Segment Start: Data provided

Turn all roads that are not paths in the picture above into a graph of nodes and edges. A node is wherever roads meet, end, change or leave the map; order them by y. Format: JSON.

Segment End: Data provided
Segment Start: Data provided

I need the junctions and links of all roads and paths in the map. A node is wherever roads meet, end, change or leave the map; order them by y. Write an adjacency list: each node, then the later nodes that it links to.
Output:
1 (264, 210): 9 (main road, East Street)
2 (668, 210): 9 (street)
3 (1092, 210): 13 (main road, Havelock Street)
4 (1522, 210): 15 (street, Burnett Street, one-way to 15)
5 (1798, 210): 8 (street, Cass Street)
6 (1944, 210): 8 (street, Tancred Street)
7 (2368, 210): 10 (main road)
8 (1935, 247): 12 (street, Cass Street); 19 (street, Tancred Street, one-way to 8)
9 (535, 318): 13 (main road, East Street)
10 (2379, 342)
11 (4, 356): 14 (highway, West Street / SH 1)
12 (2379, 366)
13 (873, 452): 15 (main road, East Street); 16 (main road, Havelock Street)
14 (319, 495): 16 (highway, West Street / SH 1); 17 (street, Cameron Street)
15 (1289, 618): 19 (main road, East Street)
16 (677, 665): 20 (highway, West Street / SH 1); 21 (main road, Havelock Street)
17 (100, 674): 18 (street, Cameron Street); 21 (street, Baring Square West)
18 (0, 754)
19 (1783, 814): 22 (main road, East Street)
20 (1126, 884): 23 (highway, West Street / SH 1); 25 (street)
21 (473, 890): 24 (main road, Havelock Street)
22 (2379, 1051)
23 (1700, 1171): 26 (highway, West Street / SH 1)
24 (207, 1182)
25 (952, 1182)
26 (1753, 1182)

Segment End: Data provided

Show every line above in which the word "wherever" is found.

◆ **Solved exercise**:
Turn all roads that are not paths in the picture above into a graph of nodes and edges. A node is wherever roads meet, end, change or leave the map; order them by y. Format: JSON.
I need the junctions and links of all roads and paths in the map. A node is wherever roads meet, end, change or leave the map; order them by y. Write an adjacency list: each node, then the later nodes that it links to.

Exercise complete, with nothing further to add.